IBM and the Urban Institute are using the IBM Cloud Pak® for Data as a Service to identify neighborhoods at risk of community decline or gentrification and enable timely policy proposals to prevent displacement. The project will use deep data analysis to create machine learning models that will shape policy suggestions.

Image credit: IBM/Journey to AI

When an organization’s core competency centers around data, it becomes absolutely crucial that its data is accurate, complete, and reliable. It’s also crucial that the organization has the ability to harness the value of the data through analytics that result in actionable insights. If not, the data is merely information.

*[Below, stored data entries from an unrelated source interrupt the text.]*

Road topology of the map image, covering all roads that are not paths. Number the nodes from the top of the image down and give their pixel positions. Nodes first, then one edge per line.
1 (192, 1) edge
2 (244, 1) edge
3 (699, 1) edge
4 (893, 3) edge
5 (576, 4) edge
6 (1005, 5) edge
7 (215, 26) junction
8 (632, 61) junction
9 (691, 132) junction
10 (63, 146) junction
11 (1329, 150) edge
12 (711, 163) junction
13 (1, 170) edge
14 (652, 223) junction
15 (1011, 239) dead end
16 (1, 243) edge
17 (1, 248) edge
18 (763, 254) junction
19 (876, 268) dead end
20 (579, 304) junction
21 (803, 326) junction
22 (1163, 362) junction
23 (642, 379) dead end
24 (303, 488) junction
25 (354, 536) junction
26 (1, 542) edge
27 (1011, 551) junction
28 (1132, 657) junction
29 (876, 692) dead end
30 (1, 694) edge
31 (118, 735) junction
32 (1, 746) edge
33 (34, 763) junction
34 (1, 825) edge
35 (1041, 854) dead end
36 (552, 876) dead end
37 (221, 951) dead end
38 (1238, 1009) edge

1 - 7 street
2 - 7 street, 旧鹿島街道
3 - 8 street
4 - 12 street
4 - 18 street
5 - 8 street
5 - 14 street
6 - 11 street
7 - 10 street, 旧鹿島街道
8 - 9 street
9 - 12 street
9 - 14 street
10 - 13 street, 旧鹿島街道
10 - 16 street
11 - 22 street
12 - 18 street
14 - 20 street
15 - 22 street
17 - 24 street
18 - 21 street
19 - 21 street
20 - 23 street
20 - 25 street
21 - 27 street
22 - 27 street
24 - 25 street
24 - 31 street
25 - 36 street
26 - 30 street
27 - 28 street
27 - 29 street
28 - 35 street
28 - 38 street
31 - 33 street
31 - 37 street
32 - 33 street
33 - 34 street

The Washington, D.C.-based Urban Institute relies on data to help communities look at the effectiveness of government programs and where people are making progress, and to help federal, state, and local leaders solve problems and put policies into practice.

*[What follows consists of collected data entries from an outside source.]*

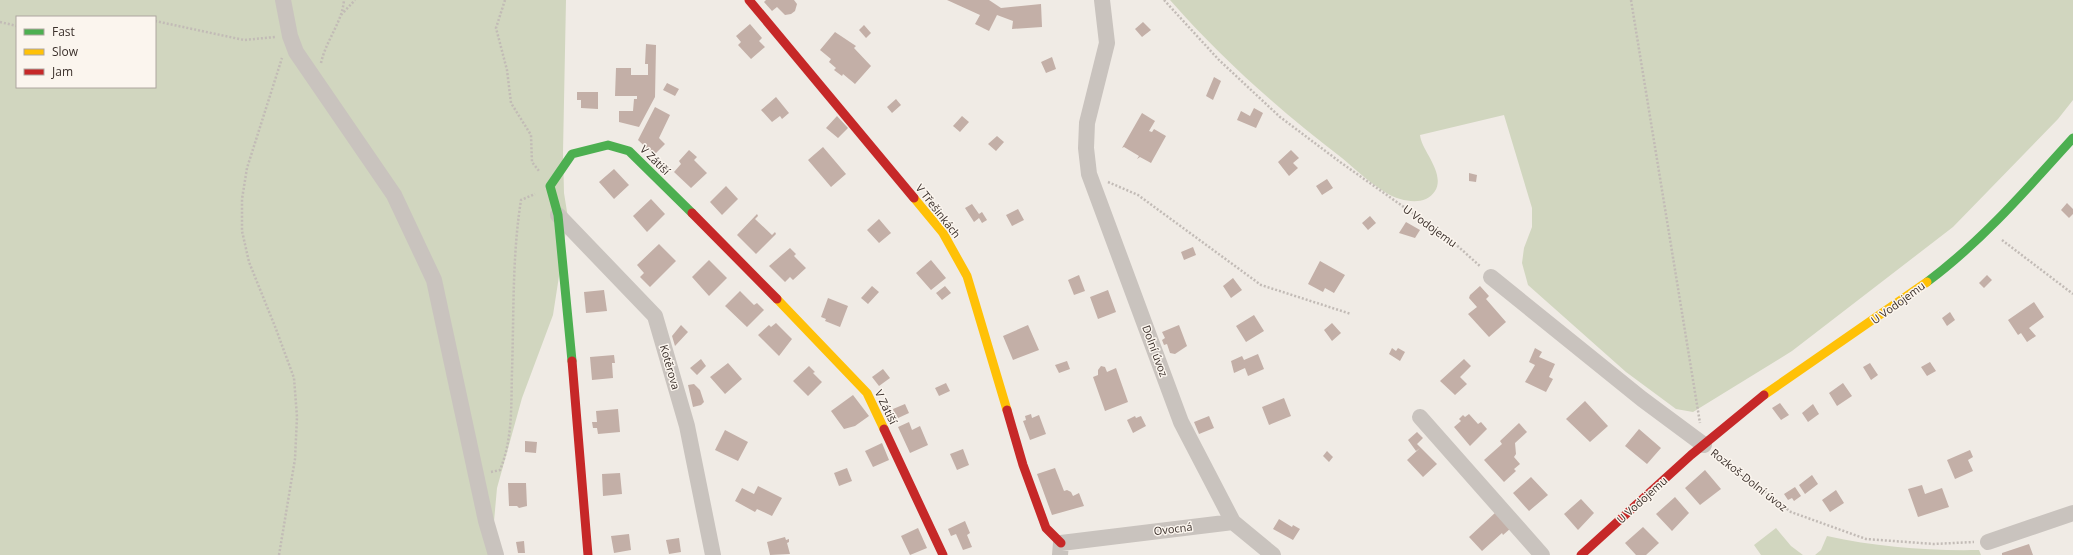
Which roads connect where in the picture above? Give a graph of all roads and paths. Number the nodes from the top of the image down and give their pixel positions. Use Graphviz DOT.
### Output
graph roads {
  1 [pos="283,0"];
  2 [pos="344,0"];
  3 [pos="355,0"];
  4 [pos="505,0"];
  5 [pos="749,0"];
  6 [pos="1102,0"];
  7 [pos="1164,0"];
  8 [pos="1632,0"];
  9 [pos="341,16"];
  10 [pos="156,21"];
  11 [pos="0,22"];
  12 [pos="16,26"];
  13 [pos="290,36"];
  14 [pos="319,85"];
  15 [pos="2073,138"];
  16 [pos="1089,174"];
  17 [pos="550,186"];
  18 [pos="558,215"];
  19 [pos="1989,230"];
  20 [pos="1491,277"];
  21 [pos="2073,294"];
  22 [pos="1351,314"];
  23 [pos="1420,417"];
  24 [pos="1704,444"];
  25 [pos="478,483"];
  26 [pos="2073,513"];
  27 [pos="1233,522"];
  28 [pos="1988,542"];
  29 [pos="1060,549"];
  30 [pos="279,555"];
  31 [pos="496,555"];
  32 [pos="588,555"];
  33 [pos="713,555"];
  34 [pos="943,555"];
  35 [pos="1273,555"];
  36 [pos="1542,555"];
  37 [pos="1580,555"];
  1 -- 13 [label="street"];
  2 -- 9 [label="path"];
  3 -- 9 [label="path"];
  4 -- 17 [label="path"];
  5 -- 29 [label="street, V Třešinkách"];
  6 -- 16 [label="street, Dolní úvoz"];
  7 -- 20 [label="path, U Vodojemu"];
  8 -- 24 [label="path"];
  9 -- 14 [label="path"];
  10 -- 13 [label="path"];
  11 -- 12 [label="path"];
  13 -- 14 [label="street"];
  13 -- 30 [label="path"];
  14 -- 25 [label="street"];
  15 -- 19 [label="street, U Vodojemu"];
  16 -- 22 [label="path"];
  16 -- 27 [label="street, Dolní úvoz"];
  17 -- 18 [label="street"];
  17 -- 25 [label="path"];
  17 -- 34 [label="street, V Zátiší"];
  18 -- 32 [label="street"];
  18 -- 33 [label="street, Kotěrova"];
  19 -- 21 [label="path"];
  19 -- 24 [label="street, U Vodojemu"];
  20 -- 24 [label="street"];
  23 -- 36 [label="street"];
  24 -- 28 [label="path, Rozkoš-Dolní úvoz"];
  24 -- 37 [label="street, U Vodojemu"];
  25 -- 31 [label="street"];
  26 -- 28 [label="street"];
  27 -- 29 [label="street, Ovocná"];
  27 -- 35 [label="street"];
}
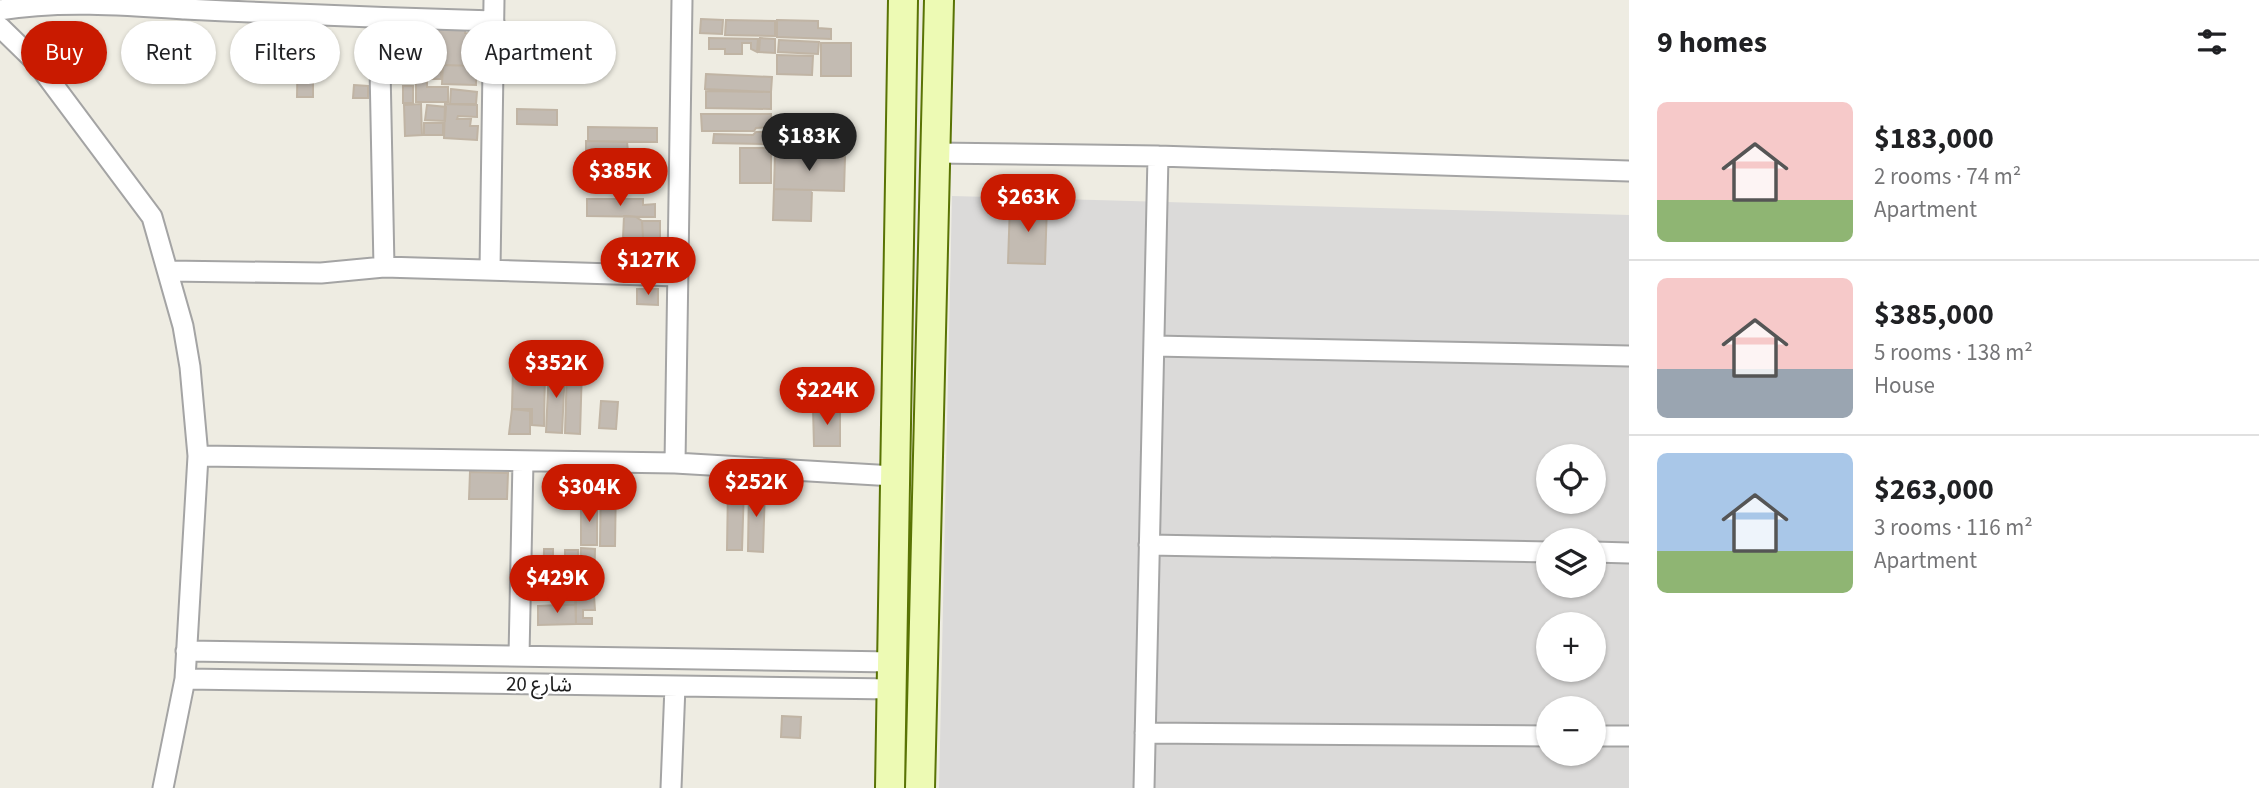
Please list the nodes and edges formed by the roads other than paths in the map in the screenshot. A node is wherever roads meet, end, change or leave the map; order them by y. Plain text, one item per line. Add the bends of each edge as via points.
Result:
1 (494, 0) edge
2 (682, 0) edge
3 (903, 0) edge
4 (939, 0) edge
5 (0, 10) edge
6 (379, 18) junction
7 (494, 21) joint
8 (0, 27) edge
9 (493, 84) edge
10 (935, 153) junction
11 (1158, 156) junction
12 (1629, 171) edge
13 (384, 267) junction
14 (490, 270) junction
15 (168, 271) junction
16 (678, 276) junction
17 (1155, 346) junction
18 (1629, 356) edge
19 (198, 456) junction
20 (523, 461) junction
21 (675, 463) junction
22 (894, 476) junction
23 (1149, 545) junction
24 (1536, 552) edge
25 (1606, 552) edge
26 (1629, 553) edge
27 (186, 651) junction
28 (519, 656) junction
29 (893, 662) junction
30 (185, 679) junction
31 (675, 686) junction
32 (893, 690) junction
33 (1145, 733) junction
34 (1536, 736) edge
35 (1606, 736) edge
36 (1629, 736) edge
37 (163, 788) edge
38 (671, 788) edge
39 (890, 788) edge
40 (920, 788) edge
41 (1144, 788) edge

1 - 7 street
2 - 16 street
3 - 22 main road
4 - 10 main road
5 - 6 street via 47,0
6 - 7 street
6 - 13 street
8 - 15 street via 37,63 152,217
9 - 14 street
10 - 11 street
10 - 40 main road
11 - 12 street
11 - 17 street
13 - 14 street
13 - 15 street via 321,272
14 - 16 street
15 - 19 street via 190,367
16 - 21 street
17 - 18 street
17 - 23 street
19 - 20 street
19 - 27 street
20 - 21 street
20 - 28 street
21 - 22 street
22 - 29 main road
23 - 24 street
23 - 33 street
25 - 26 street
27 - 28 street, شارع 20
27 - 30 street
28 - 29 street, شارع 20
29 - 32 main road
30 - 31 street, شارع 20
30 - 37 street
31 - 32 street, شارع 20
31 - 38 street
32 - 39 main road
33 - 34 street
33 - 41 street
35 - 36 street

Formed in 1968 by President Lyndon Johnson, the Urban Institute is a research organization that develops evidence-based insights that improve lives and strengthen communities, acting as a trusted resource for timely analysis of social and economic policy. Policymakers and advocates look to the Urban Institute for impartial data to help shape decisions affecting people, cities and states. The organization collaborates with lawmakers, community leaders, and corporations to diagnose problems, devise solutions, and create roadmaps for change.

Data to Measure Change

To measure the effects on policies, compare options, and discover trends, Urban Institute must have access to high-quality data. The IBM Data Science and AI Elite team is collaborating with the Urban Institute to help measure neighborhood changes across the US. The team is using advanced analytics and AI to support Urban Institute’s activities to identify neighborhoods at risk of community decline or gentrification and enable proactive policy proposals to prevent displacement.

Real-time data and analysis of neighborhood changes is essential for successful policy interventions. The project is using the IBM Cloud Pak® for Data as a Service to conduct deep data analysis and deploy machine learning models. It also leverages AutoAI on the platform to automatically build model pipelines and rapidly iterate through feasible models. IBM will help the teams discover insights from housing and demographic changes across several metro areas in a collaborative environment, enabling faster future analyses in different geographies.

Connecting Siloed Data

IBM launched its IBM Cloud Pak® for Data, a unified platform that delivers a data fabric to connect and access siloed data on premises or across multiple clouds. It’s made up of pre-configured microservices that run on a multi-node IBM Cloud Private cluster, enabling organizations to connect to data sources from a single web application. It offers an integrated set of services for building analytics and machine learning models and includes an ecosystem of supported services.

Intel offers a number of add-on software packages to go with IBM Cloud Pak® for Data that are already optimized for Intel® architecture, which can save solution integrators up to weeks of time in configuring and tuning software for workloads. The add-ons are free and available as containers from the IBM Cloud Pak for Data Library. They offer excellent performance and can be quickly implemented on Intel architecture.

With IBM Cloud Pak for Data as a Service, Urban Institute will simplify and automate access to data across multi-cloud and on-premises data sources and can safeguard the use of all data, regardless of source.